* _What you will do_:
From the entries that follow, copy each line in which "bridge" appears.

Extracted records:
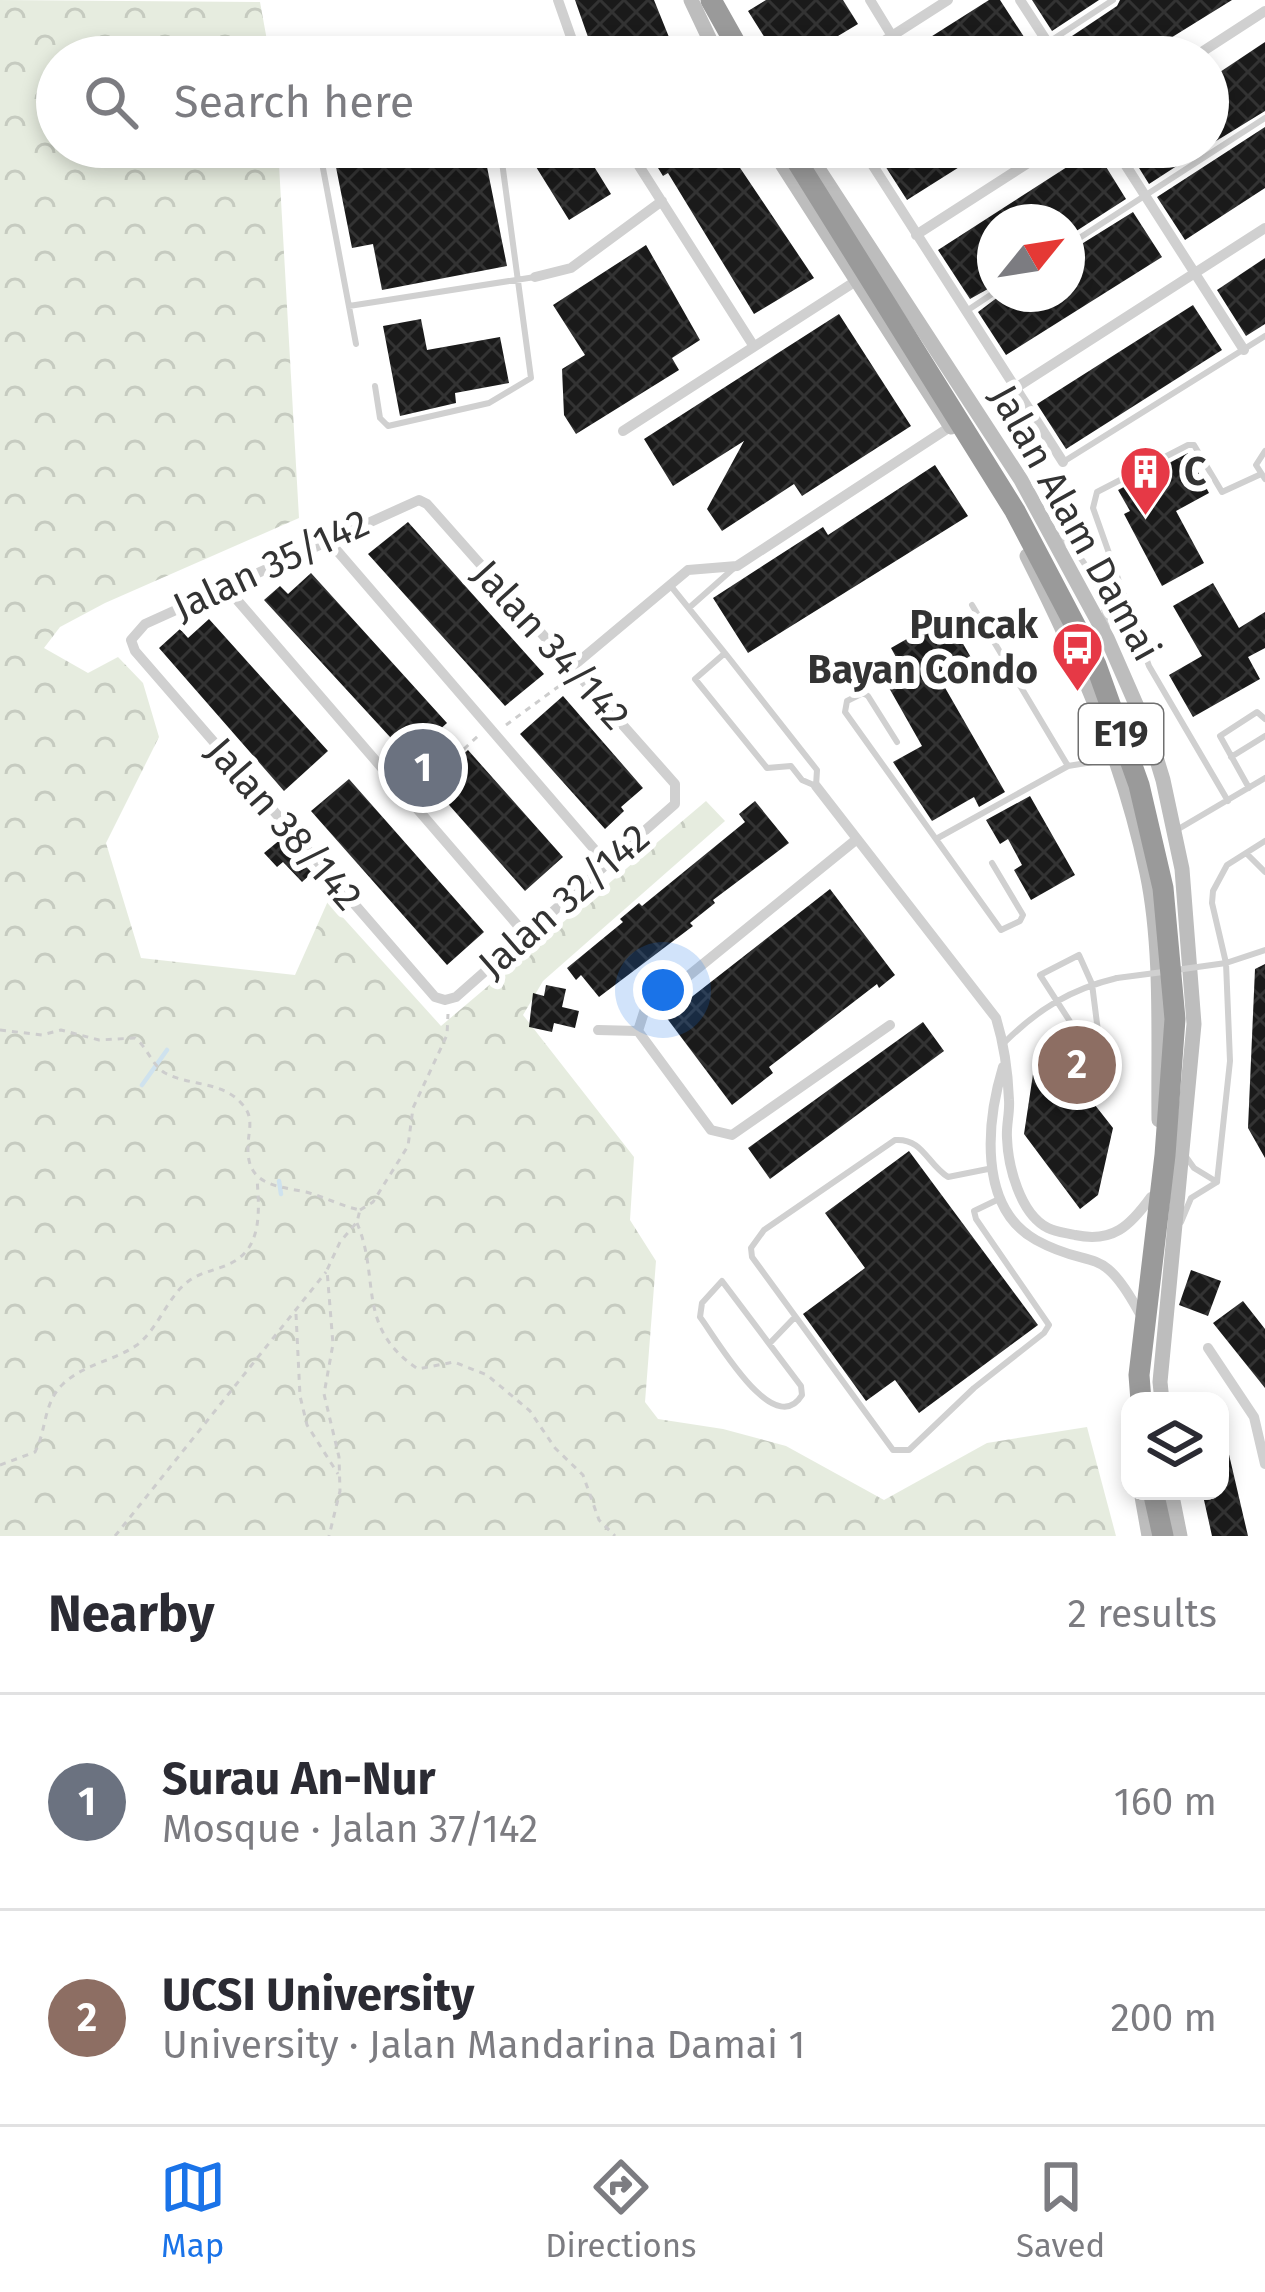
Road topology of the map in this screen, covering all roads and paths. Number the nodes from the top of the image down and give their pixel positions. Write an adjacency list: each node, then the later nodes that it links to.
1 (558, 0): 10 (street)
2 (691, 0): 11 (main road)
3 (701, 0): 12 (highway)
4 (716, 0): 13 (highway)
5 (870, 0): 14 (street)
6 (948, 0): 14 (street)
7 (1020, 0): 15 (street)
8 (1113, 0): 16 (lane)
9 (1265, 11): 17 (street)
10 (571, 36)
11 (708, 36)
12 (721, 36)
13 (736, 36)
14 (892, 36)
15 (1043, 36)
16 (1059, 36)
17 (1226, 36)
18 (1265, 118): 19 (lane)
19 (1229, 141)
20 (323, 168): 40 (lane)
21 (503, 168): 37 (lane)
22 (640, 168): 31 (street)
23 (784, 168): 38 (main road, Jalan Alam Damai)
24 (813, 168): 115 (highway, E19, bridge)
25 (814, 168): 48 (main road, Jalan Alam Damai)
26 (875, 168): 34 (street)
27 (1020, 168): 34 (street)
28 (1127, 168): 30 (street)
29 (1188, 168): 30 (lane)
30 (1145, 196): 33 (lane); 35 (street)
31 (662, 202): 36 (street); 44 (street)
32 (1265, 228): 35 (street)
33 (1085, 234)
34 (916, 235): 41 (street)
35 (1195, 273): 45 (street); 47 (street)
36 (536, 277): 37 (lane)
37 (519, 280): 40 (lane); 46 (lane)
38 (856, 281): 44 (street); 49 (main road, Jalan Alam Damai)
39 (977, 304): 41 (lane)
40 (349, 306): 43 (lane)
41 (965, 312): 47 (street)
42 (1265, 336): 45 (lane)
43 (356, 344)
44 (752, 346): 50 (street)
45 (1244, 350): 52 (lane)
46 (376, 386)
47 (1014, 389): 52 (street)
48 (975, 411): 49 (street); 77 (main road, Jalan Alam Damai)
49 (950, 427): 56 (street); 69 (main road, Jalan Alam Damai)
50 (623, 430)
51 (1265, 451): 53 (lane)
52 (1063, 462)
53 (1262, 477): 76 (lane)
54 (418, 500): 55 (street, Jalan 35/142); 63 (street, Jalan 34/142)
55 (327, 539): 58 (street, Jalan 35/142); 65 (street)
56 (737, 566): 57 (street); 60 (lane)
57 (670, 585): 60 (lane); 63 (street)
58 (225, 586): 61 (street, Jalan 35/142); 75 (street)
59 (972, 605): 70 (lane)
60 (690, 608): 62 (lane)
61 (131, 640): 89 (street, Jalan 38/142)
62 (725, 653): 72 (lane); 72 (lane)
63 (574, 670): 65 (path); 74 (street, Jalan 34/142)
64 (1265, 719): 68 (lane)
65 (492, 730): 75 (path); 83 (street)
66 (1265, 736): 68 (lane)
67 (897, 742): 79 (lane)
68 (1231, 757): 73 (lane)
69 (1118, 758): 70 (lane); 104 (main road, Jalan Alam Damai)
70 (1068, 766): 79 (lane)
71 (1265, 778): 73 (lane)
72 (816, 786): 78 (street)
73 (1250, 788): 76 (lane)
74 (678, 795): 83 (street, Jalan 32/142)
75 (410, 800): 85 (street)
76 (1228, 801): 77 (lane)
77 (1175, 831): 97 (main road, Jalan Alam Damai)
78 (857, 839): 94 (street); 95 (street)
79 (936, 839): 82 (lane)
80 (1265, 842): 81 (lane)
81 (1247, 854): 84 (lane); 87 (lane)
82 (992, 862)
83 (607, 864): 85 (street, Jalan 32/142)
84 (1265, 872)
85 (526, 934): 89 (street, Jalan 32/142)
86 (1265, 950): 87 (lane)
87 (1226, 963): 88 (lane, bridge); 101 (lane)
88 (1091, 984): 90 (lane); 90 (lane); 90 (lane)
89 (445, 1000): 105 (path)
90 (1054, 1001): 95 (lane)
91 (890, 1025): 94 (street)
92 (0, 1030): 100 (path)
93 (598, 1030): 94 (street)
94 (638, 1031)
95 (1004, 1043): 96 (street)
96 (1004, 1064): 98 (street); 99 (street)
97 (1183, 1152): 101 (lane); 107 (main road, Jalan Alam Damai)
98 (1011, 1165): 99 (street); 102 (street)
99 (993, 1168): 103 (street); 111 (lane)
100 (257, 1178): 105 (path); 118 (path)
101 (1217, 1181): 107 (lane)
102 (1020, 1190): 103 (street); 104 (street)
103 (1002, 1197): 110 (street); 111 (lane)
104 (1151, 1197): 110 (main road, Jalan Alam Damai)
105 (359, 1210): 106 (path)
106 (357, 1222): 108 (path); 124 (path)
107 (1172, 1250): 116 (main road, Jalan Alam Damai)
108 (327, 1270): 109 (path); 119 (path)
109 (296, 1309): 119 (path); 122 (path)
110 (1139, 1312): 114 (main road, Jalan Alam Damai)
111 (794, 1318): 112 (lane)
112 (770, 1343): 112 (lane)
113 (1208, 1348): 117 (street)
114 (1139, 1392)
115 (1142, 1392)
116 (1161, 1392)
117 (1265, 1464)
118 (0, 1465)
119 (339, 1475): 123 (path)
120 (1149, 1500): 125 (highway)
121 (1173, 1500): 126 (main road)
122 (115, 1536)
123 (329, 1536)
124 (615, 1536)
125 (1157, 1536)
126 (1180, 1536)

* _Expected answer_:
24 (813, 168): 115 (highway, E19, bridge)
87 (1226, 963): 88 (lane, bridge); 101 (lane)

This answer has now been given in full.